The following runtime parameters can be used:

Name Description
FI_TCP_IFACE Specifies a particular network interface.
FI_TCP_PORT_LOW_RANGE

FI_TCP_PORT_HIGH_RANGE

Sets the range of ports to be used by the TCP provider for its passive endpoint creation. This is useful when only a range of ports are allowed by the firewall for TCP connections.

psm2

The PSM2 provider runs over the PSM 2.x interface supported by the Intel® Omni-Path Fabric. PSM 2.x has all the PSM 1.x features, plus a set of new functions with enhanced capabilities. Since PSM 1.x and PSM 2.x are not application binary interface (ABI) compatible, the PSM2 provider works with PSM 2.x only and does not support Intel® True Scale Fabric.

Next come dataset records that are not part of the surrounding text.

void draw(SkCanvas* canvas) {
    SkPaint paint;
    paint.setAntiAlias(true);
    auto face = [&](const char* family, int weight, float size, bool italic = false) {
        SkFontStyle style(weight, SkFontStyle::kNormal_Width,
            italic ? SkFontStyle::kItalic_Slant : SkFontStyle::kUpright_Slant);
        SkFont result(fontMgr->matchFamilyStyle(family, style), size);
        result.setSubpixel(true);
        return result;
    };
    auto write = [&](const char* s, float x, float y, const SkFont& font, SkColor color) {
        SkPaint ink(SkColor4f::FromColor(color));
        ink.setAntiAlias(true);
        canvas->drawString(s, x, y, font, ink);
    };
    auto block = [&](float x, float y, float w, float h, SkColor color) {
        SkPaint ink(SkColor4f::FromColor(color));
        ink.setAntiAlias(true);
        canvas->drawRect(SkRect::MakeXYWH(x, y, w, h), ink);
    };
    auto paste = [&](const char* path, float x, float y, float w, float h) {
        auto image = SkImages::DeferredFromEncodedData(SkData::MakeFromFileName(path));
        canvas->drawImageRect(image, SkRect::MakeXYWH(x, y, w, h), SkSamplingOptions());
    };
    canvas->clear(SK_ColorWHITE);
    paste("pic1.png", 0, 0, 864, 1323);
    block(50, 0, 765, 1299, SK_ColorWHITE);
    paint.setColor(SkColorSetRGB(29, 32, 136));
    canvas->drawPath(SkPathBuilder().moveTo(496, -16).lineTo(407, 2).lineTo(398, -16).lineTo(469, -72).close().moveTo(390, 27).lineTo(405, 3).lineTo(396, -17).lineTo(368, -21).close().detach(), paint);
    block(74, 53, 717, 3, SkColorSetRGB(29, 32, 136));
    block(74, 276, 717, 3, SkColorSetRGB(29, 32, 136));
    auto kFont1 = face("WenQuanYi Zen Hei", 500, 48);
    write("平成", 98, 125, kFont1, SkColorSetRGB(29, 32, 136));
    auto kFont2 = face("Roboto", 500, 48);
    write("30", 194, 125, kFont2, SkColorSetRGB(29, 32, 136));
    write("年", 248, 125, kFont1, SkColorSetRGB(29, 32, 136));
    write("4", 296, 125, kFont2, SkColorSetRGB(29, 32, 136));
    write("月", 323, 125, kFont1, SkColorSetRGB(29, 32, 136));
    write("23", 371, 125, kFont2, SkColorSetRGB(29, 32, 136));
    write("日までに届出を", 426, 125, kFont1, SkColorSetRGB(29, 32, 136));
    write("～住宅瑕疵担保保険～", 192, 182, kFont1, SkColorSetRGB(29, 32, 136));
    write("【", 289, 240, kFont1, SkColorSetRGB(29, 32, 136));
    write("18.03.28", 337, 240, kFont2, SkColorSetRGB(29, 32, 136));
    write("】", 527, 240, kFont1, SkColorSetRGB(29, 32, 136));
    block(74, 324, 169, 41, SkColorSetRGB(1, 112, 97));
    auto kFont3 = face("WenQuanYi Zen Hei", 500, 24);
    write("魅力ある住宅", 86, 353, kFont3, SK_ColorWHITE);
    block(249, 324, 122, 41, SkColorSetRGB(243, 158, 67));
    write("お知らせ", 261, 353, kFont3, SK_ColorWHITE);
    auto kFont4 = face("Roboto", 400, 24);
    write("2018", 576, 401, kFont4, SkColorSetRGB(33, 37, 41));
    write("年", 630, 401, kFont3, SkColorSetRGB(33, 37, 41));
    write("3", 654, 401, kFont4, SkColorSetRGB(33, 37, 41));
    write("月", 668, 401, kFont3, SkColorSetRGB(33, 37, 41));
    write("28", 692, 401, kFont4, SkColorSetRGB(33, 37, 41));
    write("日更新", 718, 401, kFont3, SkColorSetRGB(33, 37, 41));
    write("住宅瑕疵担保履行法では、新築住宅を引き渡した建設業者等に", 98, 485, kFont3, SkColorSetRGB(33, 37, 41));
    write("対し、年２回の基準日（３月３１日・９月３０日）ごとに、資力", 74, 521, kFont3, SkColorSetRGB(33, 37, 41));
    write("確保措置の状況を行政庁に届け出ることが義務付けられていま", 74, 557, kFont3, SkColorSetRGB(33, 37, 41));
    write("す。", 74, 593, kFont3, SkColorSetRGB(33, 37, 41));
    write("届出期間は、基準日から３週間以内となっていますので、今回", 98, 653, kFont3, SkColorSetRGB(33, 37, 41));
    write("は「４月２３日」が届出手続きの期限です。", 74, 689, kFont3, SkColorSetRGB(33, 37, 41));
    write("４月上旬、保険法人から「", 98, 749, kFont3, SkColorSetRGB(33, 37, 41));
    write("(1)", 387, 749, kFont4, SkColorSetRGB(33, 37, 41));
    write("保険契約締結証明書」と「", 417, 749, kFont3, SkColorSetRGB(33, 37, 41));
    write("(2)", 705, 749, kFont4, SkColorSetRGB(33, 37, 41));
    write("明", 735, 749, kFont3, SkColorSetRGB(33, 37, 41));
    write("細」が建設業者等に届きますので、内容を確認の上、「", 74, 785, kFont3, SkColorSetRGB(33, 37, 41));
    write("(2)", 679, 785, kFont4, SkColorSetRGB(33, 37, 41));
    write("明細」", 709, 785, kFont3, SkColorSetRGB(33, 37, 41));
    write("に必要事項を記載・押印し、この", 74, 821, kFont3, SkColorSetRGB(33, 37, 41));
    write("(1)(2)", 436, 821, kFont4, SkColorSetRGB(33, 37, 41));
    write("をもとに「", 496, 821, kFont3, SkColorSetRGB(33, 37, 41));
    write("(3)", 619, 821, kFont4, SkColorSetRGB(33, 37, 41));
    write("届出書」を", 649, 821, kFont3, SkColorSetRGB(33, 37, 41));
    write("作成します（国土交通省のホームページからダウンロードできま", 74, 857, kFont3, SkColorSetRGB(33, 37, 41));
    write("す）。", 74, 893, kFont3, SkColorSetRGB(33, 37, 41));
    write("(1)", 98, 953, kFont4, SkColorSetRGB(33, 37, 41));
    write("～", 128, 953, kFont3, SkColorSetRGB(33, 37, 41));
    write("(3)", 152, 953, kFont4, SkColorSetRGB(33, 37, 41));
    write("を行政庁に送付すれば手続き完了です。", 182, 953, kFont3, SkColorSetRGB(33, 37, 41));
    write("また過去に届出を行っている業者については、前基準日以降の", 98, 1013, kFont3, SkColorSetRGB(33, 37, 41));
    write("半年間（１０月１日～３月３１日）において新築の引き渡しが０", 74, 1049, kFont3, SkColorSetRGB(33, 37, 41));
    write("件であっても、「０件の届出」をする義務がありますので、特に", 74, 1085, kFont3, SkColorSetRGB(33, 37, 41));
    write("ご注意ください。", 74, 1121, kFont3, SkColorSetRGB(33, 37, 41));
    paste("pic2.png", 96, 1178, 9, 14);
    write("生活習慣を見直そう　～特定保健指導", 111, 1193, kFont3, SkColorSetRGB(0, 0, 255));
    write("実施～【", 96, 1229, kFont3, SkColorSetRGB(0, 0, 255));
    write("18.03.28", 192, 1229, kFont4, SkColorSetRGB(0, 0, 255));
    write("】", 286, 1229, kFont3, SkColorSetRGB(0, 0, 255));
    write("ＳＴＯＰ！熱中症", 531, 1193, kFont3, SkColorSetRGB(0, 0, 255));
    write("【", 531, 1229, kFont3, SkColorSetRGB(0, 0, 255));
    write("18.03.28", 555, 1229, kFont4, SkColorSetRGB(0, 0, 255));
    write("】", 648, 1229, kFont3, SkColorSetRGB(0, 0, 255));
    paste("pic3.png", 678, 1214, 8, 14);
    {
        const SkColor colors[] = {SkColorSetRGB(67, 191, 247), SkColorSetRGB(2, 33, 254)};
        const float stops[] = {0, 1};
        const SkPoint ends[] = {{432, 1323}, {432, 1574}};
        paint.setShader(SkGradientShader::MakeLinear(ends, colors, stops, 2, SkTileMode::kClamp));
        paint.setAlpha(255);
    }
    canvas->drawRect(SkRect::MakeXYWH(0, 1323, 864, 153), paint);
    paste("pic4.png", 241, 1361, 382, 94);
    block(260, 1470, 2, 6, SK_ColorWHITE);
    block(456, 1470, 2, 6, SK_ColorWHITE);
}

The following runtime parameters can be used:

Name Description
FI_PSM2_INJECT_SIZE Define the maximum message size allowed for fi_inject and fi_tinject calls.  The default value is 64.
FI_PSM2_LAZY_CONN

Control the connection mode established between PSM2 endpoints that OFI endpoints are built on top of. When set to 0 (eager connection mode), connections are established when addresses are inserted into the address vector. When set to 1 (lazy connection mode), connections are established when addresses are used the first time in communication.

NOTE:
Lazy connection mode may reduce the start-up time on large systems at the expense of higher data path overhead.

psm3

The Intel® Performance Scaled Messaging 3 (Intel® PSM3) provider is a high-performance protocol that provides a low-level communication interface for the Intel® Ethernet Fabric Suite family of products. PSM3 enables mechanisms that are necessary for implementing higher level communication interfaces in parallel environments such as MPI and AI training frameworks.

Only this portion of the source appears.